Ever since it moved permanently to the sun and sands of Goa some years ago, with the aim of attracting a better class of guest and quality films from round the world, the reverse has happened to the 10-day International Film Festival of India (IFFI) that ended on December 3. Like a dying whale, India’s oldest government-run filmfest, is firmly beached. No amount of money or talent or support from India’s multiple film industries can seem to breathe any new life into it. It must be the only venture to run aground so spectacularly in the country’s top leisure destination in the salubrious end-of-the-year tourist season. Why is IFFI so iffy?

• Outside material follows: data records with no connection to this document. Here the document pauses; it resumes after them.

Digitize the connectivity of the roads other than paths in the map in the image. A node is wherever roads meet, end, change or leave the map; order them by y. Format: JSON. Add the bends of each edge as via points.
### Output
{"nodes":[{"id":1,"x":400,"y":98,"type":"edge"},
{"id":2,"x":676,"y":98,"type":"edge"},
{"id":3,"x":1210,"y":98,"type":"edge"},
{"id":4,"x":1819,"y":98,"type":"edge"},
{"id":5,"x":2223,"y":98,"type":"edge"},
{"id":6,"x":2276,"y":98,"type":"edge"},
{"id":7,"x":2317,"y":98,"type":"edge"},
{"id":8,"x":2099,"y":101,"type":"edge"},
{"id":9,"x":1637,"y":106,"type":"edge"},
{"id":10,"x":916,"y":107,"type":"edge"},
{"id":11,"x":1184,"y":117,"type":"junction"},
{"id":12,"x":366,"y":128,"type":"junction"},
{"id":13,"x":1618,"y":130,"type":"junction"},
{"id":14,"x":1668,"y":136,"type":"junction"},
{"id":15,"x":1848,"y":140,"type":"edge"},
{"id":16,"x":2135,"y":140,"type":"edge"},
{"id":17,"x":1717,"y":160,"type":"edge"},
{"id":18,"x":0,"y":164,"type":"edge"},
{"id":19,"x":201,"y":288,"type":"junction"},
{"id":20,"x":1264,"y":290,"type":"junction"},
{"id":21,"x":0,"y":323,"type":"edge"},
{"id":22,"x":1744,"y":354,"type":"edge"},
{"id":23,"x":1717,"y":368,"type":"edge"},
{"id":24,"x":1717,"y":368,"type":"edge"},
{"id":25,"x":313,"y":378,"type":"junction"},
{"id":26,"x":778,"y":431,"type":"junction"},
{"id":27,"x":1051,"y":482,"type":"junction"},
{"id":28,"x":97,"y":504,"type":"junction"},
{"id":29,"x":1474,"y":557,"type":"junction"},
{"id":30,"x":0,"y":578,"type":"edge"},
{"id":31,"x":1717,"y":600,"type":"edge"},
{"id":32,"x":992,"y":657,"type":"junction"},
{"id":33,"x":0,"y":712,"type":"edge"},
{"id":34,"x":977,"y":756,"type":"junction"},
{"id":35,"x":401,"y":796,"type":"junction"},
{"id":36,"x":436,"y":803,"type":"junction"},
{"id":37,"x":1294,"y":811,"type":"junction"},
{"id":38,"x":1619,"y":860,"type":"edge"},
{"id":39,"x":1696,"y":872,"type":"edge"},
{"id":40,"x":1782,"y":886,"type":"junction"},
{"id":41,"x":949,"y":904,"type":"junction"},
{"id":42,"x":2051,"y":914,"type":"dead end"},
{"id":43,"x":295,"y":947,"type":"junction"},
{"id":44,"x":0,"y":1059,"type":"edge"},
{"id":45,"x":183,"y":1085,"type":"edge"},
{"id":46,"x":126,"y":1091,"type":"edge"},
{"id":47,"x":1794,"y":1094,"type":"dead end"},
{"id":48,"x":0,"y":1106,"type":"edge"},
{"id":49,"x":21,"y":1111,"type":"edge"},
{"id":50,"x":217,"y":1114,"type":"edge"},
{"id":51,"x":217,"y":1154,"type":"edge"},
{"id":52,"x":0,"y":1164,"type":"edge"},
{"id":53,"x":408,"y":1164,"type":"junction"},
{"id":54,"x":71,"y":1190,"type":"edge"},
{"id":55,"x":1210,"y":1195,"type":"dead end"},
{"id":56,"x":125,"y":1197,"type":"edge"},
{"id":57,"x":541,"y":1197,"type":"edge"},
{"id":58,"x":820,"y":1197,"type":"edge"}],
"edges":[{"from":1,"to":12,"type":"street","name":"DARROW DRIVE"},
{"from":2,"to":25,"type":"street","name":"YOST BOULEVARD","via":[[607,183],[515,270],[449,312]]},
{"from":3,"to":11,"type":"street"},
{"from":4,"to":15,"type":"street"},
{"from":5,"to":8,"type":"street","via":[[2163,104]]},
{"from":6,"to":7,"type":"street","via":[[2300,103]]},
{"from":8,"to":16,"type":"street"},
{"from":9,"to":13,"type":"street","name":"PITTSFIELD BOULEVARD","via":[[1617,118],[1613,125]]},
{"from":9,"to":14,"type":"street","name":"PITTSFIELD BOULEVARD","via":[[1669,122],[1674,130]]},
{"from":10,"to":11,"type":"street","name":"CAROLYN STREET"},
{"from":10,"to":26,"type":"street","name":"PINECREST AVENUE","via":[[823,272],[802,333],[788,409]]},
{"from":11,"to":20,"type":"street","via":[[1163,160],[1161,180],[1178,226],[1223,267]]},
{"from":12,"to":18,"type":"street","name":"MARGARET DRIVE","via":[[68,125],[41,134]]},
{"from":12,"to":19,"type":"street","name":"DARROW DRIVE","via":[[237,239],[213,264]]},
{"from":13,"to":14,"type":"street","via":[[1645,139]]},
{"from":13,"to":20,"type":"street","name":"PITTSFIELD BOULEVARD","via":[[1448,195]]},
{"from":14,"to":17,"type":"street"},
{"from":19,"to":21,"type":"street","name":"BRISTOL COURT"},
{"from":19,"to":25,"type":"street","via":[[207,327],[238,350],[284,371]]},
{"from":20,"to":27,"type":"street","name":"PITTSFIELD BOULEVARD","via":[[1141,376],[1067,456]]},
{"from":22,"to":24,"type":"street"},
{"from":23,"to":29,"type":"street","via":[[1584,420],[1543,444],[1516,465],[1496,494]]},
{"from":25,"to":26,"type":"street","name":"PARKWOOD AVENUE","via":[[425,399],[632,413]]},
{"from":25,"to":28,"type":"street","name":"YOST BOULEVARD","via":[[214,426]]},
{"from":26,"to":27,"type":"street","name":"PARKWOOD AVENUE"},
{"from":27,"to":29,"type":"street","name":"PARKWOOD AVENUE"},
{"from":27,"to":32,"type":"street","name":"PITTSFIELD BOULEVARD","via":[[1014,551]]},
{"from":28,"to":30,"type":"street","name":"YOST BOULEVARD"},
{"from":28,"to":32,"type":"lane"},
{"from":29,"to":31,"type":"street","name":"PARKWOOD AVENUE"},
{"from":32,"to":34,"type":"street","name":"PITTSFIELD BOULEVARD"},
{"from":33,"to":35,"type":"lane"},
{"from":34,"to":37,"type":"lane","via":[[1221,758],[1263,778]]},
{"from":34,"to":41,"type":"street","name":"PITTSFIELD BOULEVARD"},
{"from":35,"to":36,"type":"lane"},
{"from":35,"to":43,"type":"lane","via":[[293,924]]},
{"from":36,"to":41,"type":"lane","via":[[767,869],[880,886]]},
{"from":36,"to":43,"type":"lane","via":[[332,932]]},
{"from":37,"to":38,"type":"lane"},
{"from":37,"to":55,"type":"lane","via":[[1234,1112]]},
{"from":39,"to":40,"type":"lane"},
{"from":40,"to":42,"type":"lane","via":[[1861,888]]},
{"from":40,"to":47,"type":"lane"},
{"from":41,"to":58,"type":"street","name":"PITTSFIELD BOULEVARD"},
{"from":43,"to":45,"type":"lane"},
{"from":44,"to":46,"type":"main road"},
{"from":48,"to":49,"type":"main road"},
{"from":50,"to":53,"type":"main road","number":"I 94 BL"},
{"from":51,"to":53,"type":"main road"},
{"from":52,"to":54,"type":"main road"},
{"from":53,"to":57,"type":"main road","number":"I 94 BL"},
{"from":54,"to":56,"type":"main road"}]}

In its 40th avatar, IFFI’s top-billed overseas star guest was Sir Ben Kingsley, who, according to the festival’s bland, badly-organised website, replete with spelling errors such as “archeive” is also brimming with flat-footed examples of babu-speak such as: “4. Sir Ben Kingsley addressed a Press Conference which was very well attended. 5.Aftab Shivdasani, Riya Sen, Madhur Bhandarkar, Vishal Bhardwaj, Jaimala and Rituparna Sengupta visited the Festival and swere (sic) given Red Carpet welcome.” This year there were retrospectives devoted to the films of Soumitra Chatterjee, Sharmila Tagore and Asha Parekh (all rather old hat), a kerfuffle over whether filmmaker Gurinder Chadha deserved one or not, and a sprinkling of foreign guests who failed to set the Arabian Sea on fire. What happened to the glory days when India’s premier filmfest that attracted directors of the calibre of Akira Kurosawa, Michelangelo Antonioni, Frank Capra and Elia Kazan, stars high on glamour quotient such as Gina Lolobrigida, and when films like Visconti’s classic on Nazi Germany The Damned competed for the Golden Peacock? Are ministers like Ambika Soni, with Southern sex bomb Asin trailing her as the obligatory “thali girl” to assist in lighting the lamp, expected to fill the gap?

For better or worse, Hollywood remains India’s chief import in foreign cinema. But the American film industry is virtually unrepresented at IFFI with big-ticket draws. This is ironic when some of Hollywood’s top filmmakers and stars, including Brat Pitt, Angelina Jolie, Nicole Kidman and Julia Roberts, not to speak of Danny Boyle and the Slumdog cast and crew, have lately been working in India. So, where does world cinema’s A-list head to in Asia for their big winter outing?

Believe it or not, but they’re attending the international film festival in recession-hit Dubai this week. The filmfest there is only in its sixth edition, as opposed to India’s 40th, but it has 13 international premieres, huge productions like Nine and Avatar for its opening and closing galas, the latter being James Cameron’s return to the screen 15 years after Titanic. New films from Pedro Almodovar, Jim Sheridan, Annette Bening, Samuel Jackson, Drew Barrymore, Juliette Lewis and Geoffrey Rush are on show; Christina Ricci and Matt Dillon will supply the oomph; and the Bollywood brigade is to be represented by India’s hottest tickets, including the Bachchans and Ranbir Kapoor. Lest it should be imagined that the Dubai fest is all frivolous flim-flam, a mirror image of its profligate economy, it features strong showcases of Arab cinema, children’s films and speakers who include Jordan’s Queen Noor, Hollywood heavyweight Mike Medavoy and MIT professor Rebecca Saxe.

No prizes for guessing who killed India’s once-prestigious international filmfest that still doles out prizes worth $140,000. A bunch of babus finished off IFFI, men and women who can’t even get a proper website going, much less order a spellcheck. The Dubai filmfest is a private-public enterprise with investments by its national carrier, duty free shops and film studios. The Indian government, in its resolve to get ahead with disinvestment, should shut down the Directorate of Film Festivals and palm off IFFI. Why dump good money after bad in what was meant to be the subcontinent’s answer to Cannes by the sea. It will never make waves.